▶ [What you have to do] Reproduce every record below exactly, with the pictures left out.

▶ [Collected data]

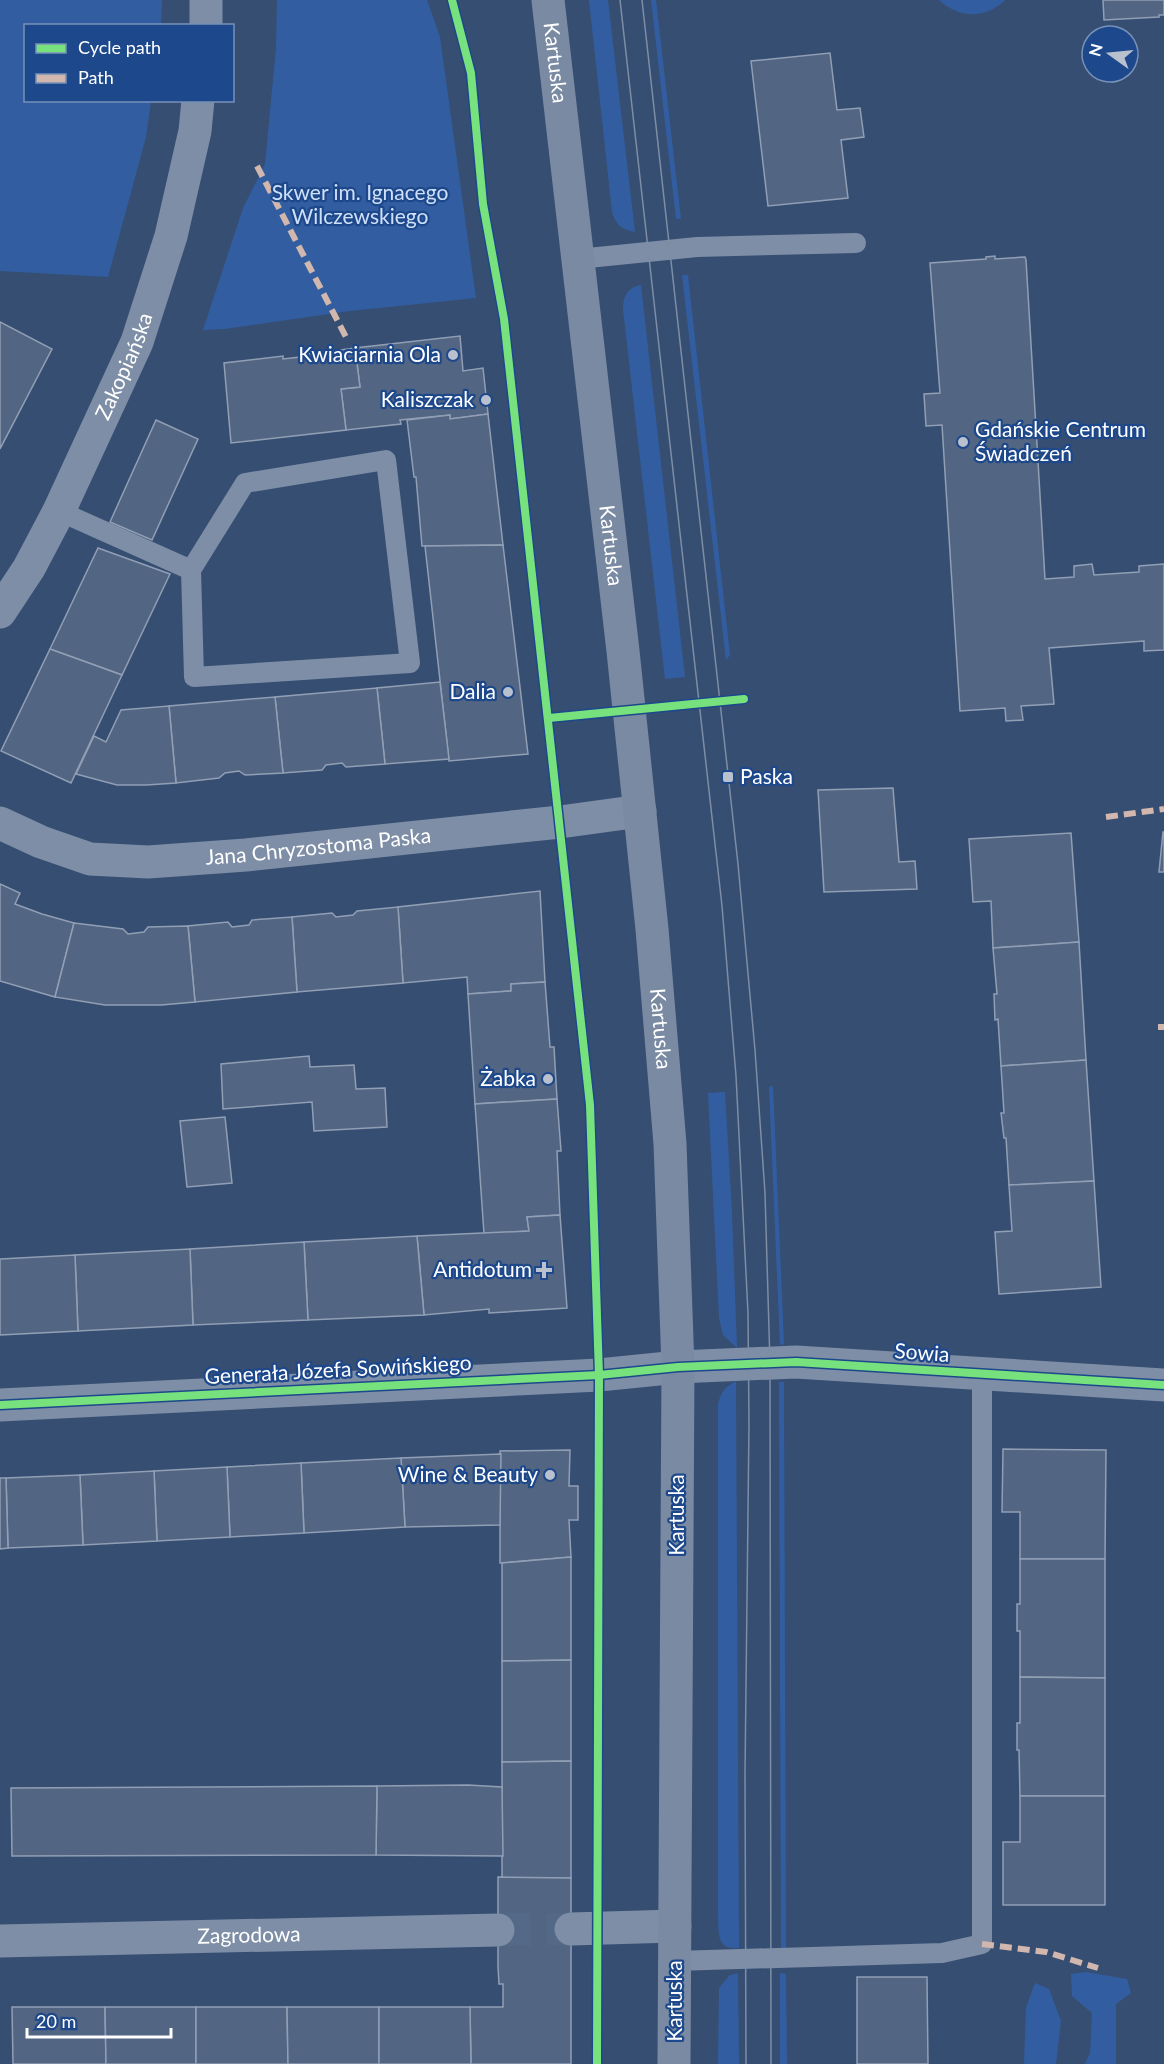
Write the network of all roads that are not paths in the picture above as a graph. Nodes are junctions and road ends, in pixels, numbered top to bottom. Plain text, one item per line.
1 (206, 0) edge
2 (548, 0) edge
3 (206, 24) edge
4 (198, 102) edge
5 (856, 243) dead end
6 (578, 260) junction
7 (59, 511) junction
8 (191, 570) junction
9 (0, 612) edge
10 (640, 811) junction
11 (0, 823) edge
12 (678, 1367) junction
13 (982, 1375) junction
14 (1164, 1385) edge
15 (0, 1405) edge
16 (675, 1926) junction
17 (571, 1929) tunnel mouth
18 (498, 1930) tunnel mouth
19 (0, 1941) edge
20 (675, 1961) junction
21 (675, 2064) edge

1 - 3 street
2 - 6 main road, Kartuska
4 - 7 street, Zakopiańska
5 - 6 lane
6 - 10 main road, Kartuska
7 - 8 lane
7 - 9 street, Zakopiańska
8 - 8 lane
10 - 11 street, Jana Chryzostoma Paska
10 - 12 main road, Kartuska
12 - 13 street, Sowia
12 - 15 street, Generała Józefa Sowińskiego
12 - 16 main road, Kartuska
13 - 14 street, Sowia
13 - 20 lane
16 - 17 street
16 - 20 main road, Kartuska
18 - 19 street, Zagrodowa
20 - 21 main road, Kartuska

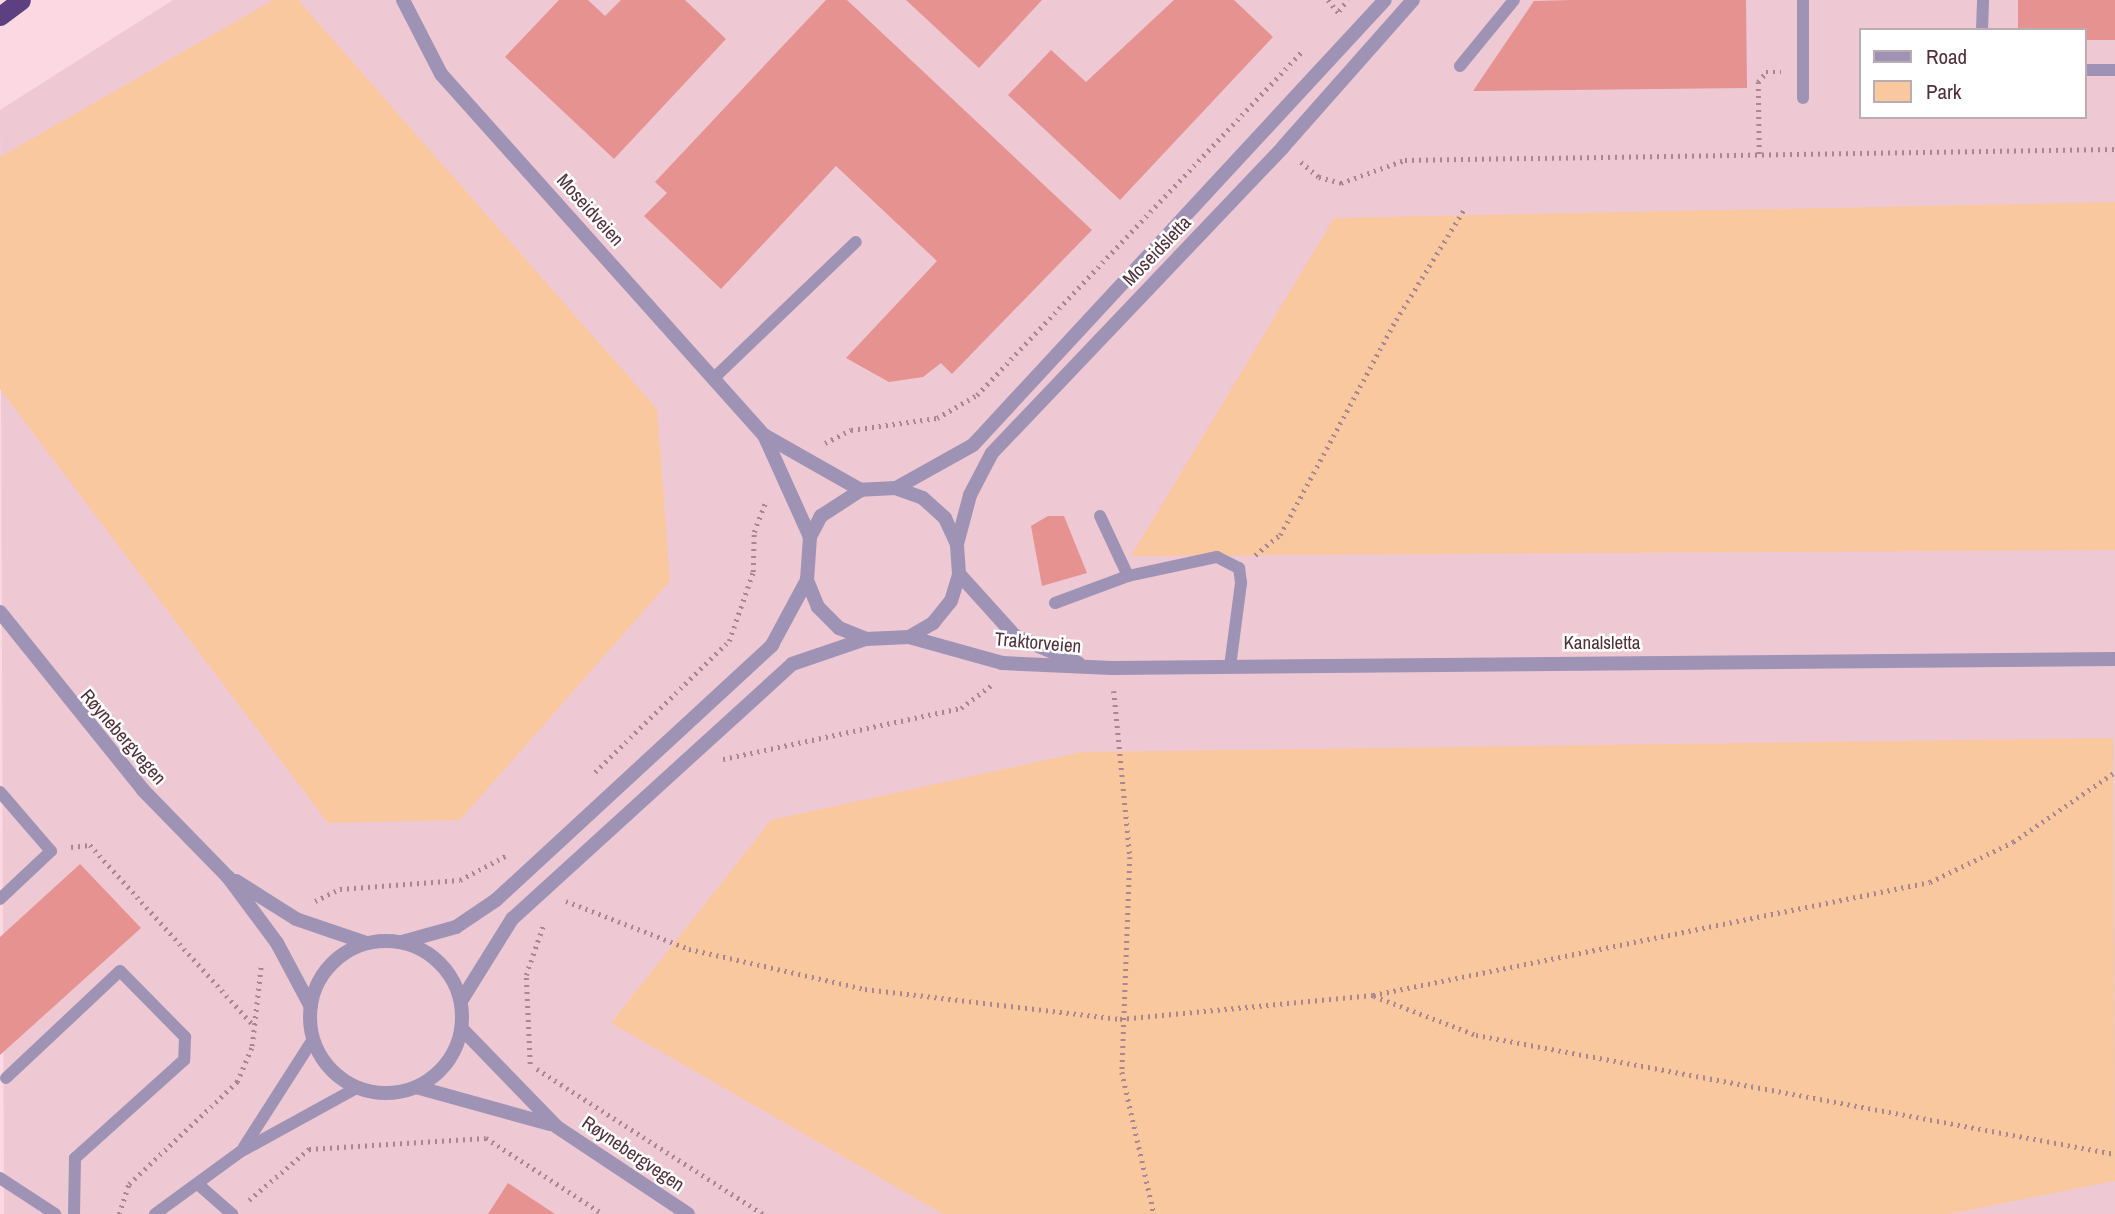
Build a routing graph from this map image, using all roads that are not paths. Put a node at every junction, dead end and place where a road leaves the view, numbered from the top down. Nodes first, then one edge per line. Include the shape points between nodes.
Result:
1 (21, 0) edge
2 (403, 0) edge
3 (1385, 0) edge
4 (1413, 0) edge
5 (1514, 0) edge
6 (1802, 0) edge
7 (1983, 0) edge
8 (0, 16) edge
9 (1982, 28) edge
10 (1460, 66) dead end
11 (2087, 70) edge
12 (2115, 70) edge
13 (1803, 98) dead end
14 (856, 242) dead end
15 (715, 377) junction
16 (764, 435) junction
17 (896, 488) junction
18 (861, 490) junction
19 (1100, 516) dead end
20 (810, 537) junction
21 (957, 544) junction
22 (960, 574) junction
23 (1128, 576) junction
24 (807, 579) junction
25 (1055, 603) dead end
26 (0, 612) edge
27 (909, 637) junction
28 (866, 639) junction
29 (2115, 659) edge
30 (1230, 666) junction
31 (1089, 667) junction
32 (0, 792) edge
33 (228, 877) junction
34 (0, 899) edge
35 (402, 942) junction
36 (366, 943) junction
37 (461, 1001) junction
38 (311, 1007) junction
39 (462, 1028) junction
40 (313, 1039) junction
41 (6, 1078) dead end
42 (358, 1087) junction
43 (416, 1087) junction
44 (557, 1127) junction
45 (240, 1152) junction
46 (0, 1178) edge
47 (200, 1186) junction
48 (237, 1210) edge
49 (55, 1214) edge
50 (74, 1214) edge
51 (155, 1214) edge
52 (688, 1214) edge

1 - 8 highway
2 - 15 street, Moseidveien via 441,74
3 - 17 street, Moseidsletta via 973,445
4 - 21 street, Moseidsletta via 1283,147 992,453 970,495
5 - 10 lane
6 - 13 lane
7 - 9 lane
11 - 12 lane
14 - 15 lane
15 - 16 street, Moseidveien
16 - 18 street
16 - 20 street
17 - 18 street
17 - 21 street via 923,498 944,518
18 - 20 street via 821,516
19 - 23 lane
20 - 24 street
21 - 22 street
22 - 27 street via 933,623
22 - 31 street, Traktorveien via 1014,636
23 - 25 lane
23 - 30 lane via 1217,557 1239,568
24 - 28 street via 818,607 839,628
24 - 35 street, Røynebergvegen via 772,645 496,900 456,927
26 - 33 street, Røynebergvegen via 134,780
27 - 28 street
27 - 31 street, Traktorveien via 1002,663
28 - 37 street via 792,664 512,919
29 - 30 street, Kanalsletta
30 - 31 street, Kanalsletta
32 - 34 lane via 51,851
33 - 36 street, Røynebergvegen via 296,919
33 - 38 street, Røynebergvegen via 277,943
35 - 36 street, Røynebergvegen
35 - 37 street via 440,963
36 - 38 street, Røynebergvegen via 329,967
37 - 39 street
38 - 40 street, Røynebergvegen
39 - 43 street via 446,1064
39 - 44 street, Røynebergvegen
40 - 42 street via 339,1076
40 - 45 lane
41 - 50 lane via 120,971 185,1037 184,1060 75,1158
42 - 43 street, Røynebergvegen via 377,1092
42 - 45 lane
43 - 44 street, Røynebergvegen
44 - 52 street, Røynebergvegen
45 - 47 lane
46 - 49 lane
47 - 48 lane
47 - 51 lane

▶ [Solution for this task]
Write the network of all roads that are not paths in the picture above as a graph. Nodes are junctions and road ends, in pixels, numbered top to bottom. Plain text, one item per line.
1 (206, 0) edge
2 (548, 0) edge
3 (206, 24) edge
4 (198, 102) edge
5 (856, 243) dead end
6 (578, 260) junction
7 (59, 511) junction
8 (191, 570) junction
9 (0, 612) edge
10 (640, 811) junction
11 (0, 823) edge
12 (678, 1367) junction
13 (982, 1375) junction
14 (1164, 1385) edge
15 (0, 1405) edge
16 (675, 1926) junction
17 (571, 1929) tunnel mouth
18 (498, 1930) tunnel mouth
19 (0, 1941) edge
20 (675, 1961) junction
21 (675, 2064) edge

1 - 3 street
2 - 6 main road, Kartuska
4 - 7 street, Zakopiańska
5 - 6 lane
6 - 10 main road, Kartuska
7 - 8 lane
7 - 9 street, Zakopiańska
8 - 8 lane
10 - 11 street, Jana Chryzostoma Paska
10 - 12 main road, Kartuska
12 - 13 street, Sowia
12 - 15 street, Generała Józefa Sowińskiego
12 - 16 main road, Kartuska
13 - 14 street, Sowia
13 - 20 lane
16 - 17 street
16 - 20 main road, Kartuska
18 - 19 street, Zagrodowa
20 - 21 main road, Kartuska

Build a routing graph from this map image, using all roads that are not paths. Put a node at every junction, dead end and place where a road leaves the view, numbered from the top down. Nodes first, then one edge per line. Include the shape points between nodes.
Result:
1 (21, 0) edge
2 (403, 0) edge
3 (1385, 0) edge
4 (1413, 0) edge
5 (1514, 0) edge
6 (1802, 0) edge
7 (1983, 0) edge
8 (0, 16) edge
9 (1982, 28) edge
10 (1460, 66) dead end
11 (2087, 70) edge
12 (2115, 70) edge
13 (1803, 98) dead end
14 (856, 242) dead end
15 (715, 377) junction
16 (764, 435) junction
17 (896, 488) junction
18 (861, 490) junction
19 (1100, 516) dead end
20 (810, 537) junction
21 (957, 544) junction
22 (960, 574) junction
23 (1128, 576) junction
24 (807, 579) junction
25 (1055, 603) dead end
26 (0, 612) edge
27 (909, 637) junction
28 (866, 639) junction
29 (2115, 659) edge
30 (1230, 666) junction
31 (1089, 667) junction
32 (0, 792) edge
33 (228, 877) junction
34 (0, 899) edge
35 (402, 942) junction
36 (366, 943) junction
37 (461, 1001) junction
38 (311, 1007) junction
39 (462, 1028) junction
40 (313, 1039) junction
41 (6, 1078) dead end
42 (358, 1087) junction
43 (416, 1087) junction
44 (557, 1127) junction
45 (240, 1152) junction
46 (0, 1178) edge
47 (200, 1186) junction
48 (237, 1210) edge
49 (55, 1214) edge
50 (74, 1214) edge
51 (155, 1214) edge
52 (688, 1214) edge

1 - 8 highway
2 - 15 street, Moseidveien via 441,74
3 - 17 street, Moseidsletta via 973,445
4 - 21 street, Moseidsletta via 1283,147 992,453 970,495
5 - 10 lane
6 - 13 lane
7 - 9 lane
11 - 12 lane
14 - 15 lane
15 - 16 street, Moseidveien
16 - 18 street
16 - 20 street
17 - 18 street
17 - 21 street via 923,498 944,518
18 - 20 street via 821,516
19 - 23 lane
20 - 24 street
21 - 22 street
22 - 27 street via 933,623
22 - 31 street, Traktorveien via 1014,636
23 - 25 lane
23 - 30 lane via 1217,557 1239,568
24 - 28 street via 818,607 839,628
24 - 35 street, Røynebergvegen via 772,645 496,900 456,927
26 - 33 street, Røynebergvegen via 134,780
27 - 28 street
27 - 31 street, Traktorveien via 1002,663
28 - 37 street via 792,664 512,919
29 - 30 street, Kanalsletta
30 - 31 street, Kanalsletta
32 - 34 lane via 51,851
33 - 36 street, Røynebergvegen via 296,919
33 - 38 street, Røynebergvegen via 277,943
35 - 36 street, Røynebergvegen
35 - 37 street via 440,963
36 - 38 street, Røynebergvegen via 329,967
37 - 39 street
38 - 40 street, Røynebergvegen
39 - 43 street via 446,1064
39 - 44 street, Røynebergvegen
40 - 42 street via 339,1076
40 - 45 lane
41 - 50 lane via 120,971 185,1037 184,1060 75,1158
42 - 43 street, Røynebergvegen via 377,1092
42 - 45 lane
43 - 44 street, Røynebergvegen
44 - 52 street, Røynebergvegen
45 - 47 lane
46 - 49 lane
47 - 48 lane
47 - 51 lane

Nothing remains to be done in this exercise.